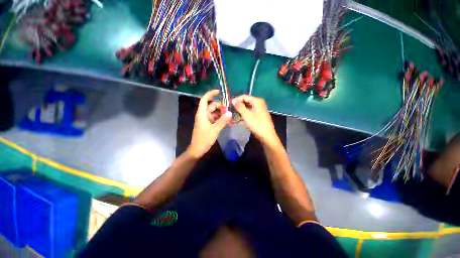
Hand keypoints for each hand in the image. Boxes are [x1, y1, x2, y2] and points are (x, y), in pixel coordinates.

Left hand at [187, 90, 231, 158]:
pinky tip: (227, 120)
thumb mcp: (214, 130)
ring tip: (230, 115)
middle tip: (229, 108)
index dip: (211, 94)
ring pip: (214, 112)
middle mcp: (203, 115)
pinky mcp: (208, 124)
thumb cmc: (204, 139)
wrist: (198, 149)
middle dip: (220, 106)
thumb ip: (222, 121)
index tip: (219, 92)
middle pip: (212, 106)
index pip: (205, 100)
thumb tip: (230, 113)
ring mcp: (206, 120)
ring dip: (221, 112)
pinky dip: (220, 118)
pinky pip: (215, 118)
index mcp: (202, 114)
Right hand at [232, 95, 279, 146]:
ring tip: (234, 113)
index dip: (236, 99)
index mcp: (257, 101)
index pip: (244, 96)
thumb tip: (234, 101)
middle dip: (239, 104)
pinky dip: (245, 112)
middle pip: (247, 100)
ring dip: (241, 109)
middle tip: (231, 109)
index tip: (230, 104)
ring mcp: (260, 108)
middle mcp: (259, 103)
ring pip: (248, 106)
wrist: (267, 135)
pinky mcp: (260, 114)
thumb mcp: (247, 115)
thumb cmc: (257, 125)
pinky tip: (240, 116)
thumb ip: (240, 107)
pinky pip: (251, 110)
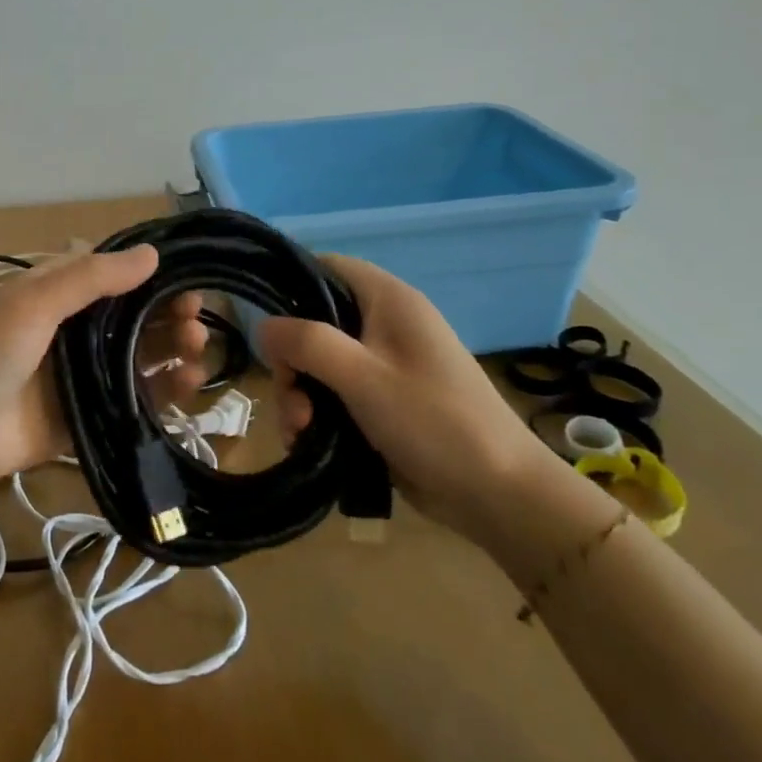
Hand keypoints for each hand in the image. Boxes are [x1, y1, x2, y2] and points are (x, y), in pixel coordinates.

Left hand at [0, 246, 209, 488]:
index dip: (148, 273)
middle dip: (167, 312)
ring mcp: (83, 373)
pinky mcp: (90, 414)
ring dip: (172, 347)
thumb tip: (152, 254)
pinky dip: (165, 390)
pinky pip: (135, 398)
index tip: (184, 276)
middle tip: (195, 317)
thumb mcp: (34, 302)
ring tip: (197, 347)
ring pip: (140, 355)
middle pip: (133, 316)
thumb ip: (92, 278)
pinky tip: (189, 382)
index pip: (112, 275)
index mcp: (57, 294)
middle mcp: (74, 330)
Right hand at [259, 255, 560, 545]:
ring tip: (301, 433)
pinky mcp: (383, 402)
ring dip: (300, 396)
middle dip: (293, 363)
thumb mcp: (362, 376)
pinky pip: (334, 395)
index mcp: (389, 301)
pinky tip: (308, 443)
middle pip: (314, 323)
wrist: (499, 494)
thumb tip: (262, 326)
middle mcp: (385, 325)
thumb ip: (306, 343)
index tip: (269, 325)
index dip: (291, 285)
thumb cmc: (433, 421)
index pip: (326, 267)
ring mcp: (384, 365)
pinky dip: (316, 415)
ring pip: (319, 364)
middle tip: (291, 397)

-*-

Task item — The required output is the exact lines from the opening line of the entries through the line with "ring mcp: (83, 373)", inclusive, without pictures.

Reply to the task —
Hand keypoints for each hand in the image. Boxes are [x1, y1, x2, y2] and points are (x, y), in pixel coordinates.

Left hand at [187, 90, 231, 158]:
pinky tip: (227, 120)
thumb mcp: (214, 130)
ring tip: (230, 115)
middle tip: (229, 108)
index dip: (211, 94)
ring pip: (214, 112)
middle mcp: (203, 115)
pinky mcp: (208, 124)
thumb cmc: (204, 139)
wrist: (198, 149)
middle dip: (220, 106)
thumb ip: (222, 121)
index tip: (219, 92)
middle pip: (212, 106)
index pip: (205, 100)
thumb tip: (230, 113)
ring mcp: (206, 120)
ring dip: (221, 112)
pinky dip: (220, 118)
pinky pip: (215, 118)
index mcp: (202, 114)
Right hand at [232, 95, 279, 146]:
ring tip: (234, 113)
index dip: (236, 99)
index mcp: (257, 101)
index pip: (244, 96)
thumb tip: (234, 101)
middle dip: (239, 104)
pinky dip: (245, 112)
middle pip: (247, 100)
ring dip: (241, 109)
middle tip: (231, 109)
index tip: (230, 104)
ring mcp: (260, 108)
middle mcp: (259, 103)
ring pip: (248, 106)
wrist: (267, 135)
pinky mcp: (260, 114)
thumb mcp: (247, 115)
thumb cmc: (257, 125)
pinky tip: (240, 116)
thumb ip: (240, 107)
pinky pip: (251, 110)
Hand keypoints for each hand in the image. Boxes are [x1, y1, x2, y2] and points are (x, y), in pixel coordinates.

Left hand at [0, 246, 209, 488]:
index dip: (148, 273)
middle dip: (167, 312)
ring mcp: (83, 373)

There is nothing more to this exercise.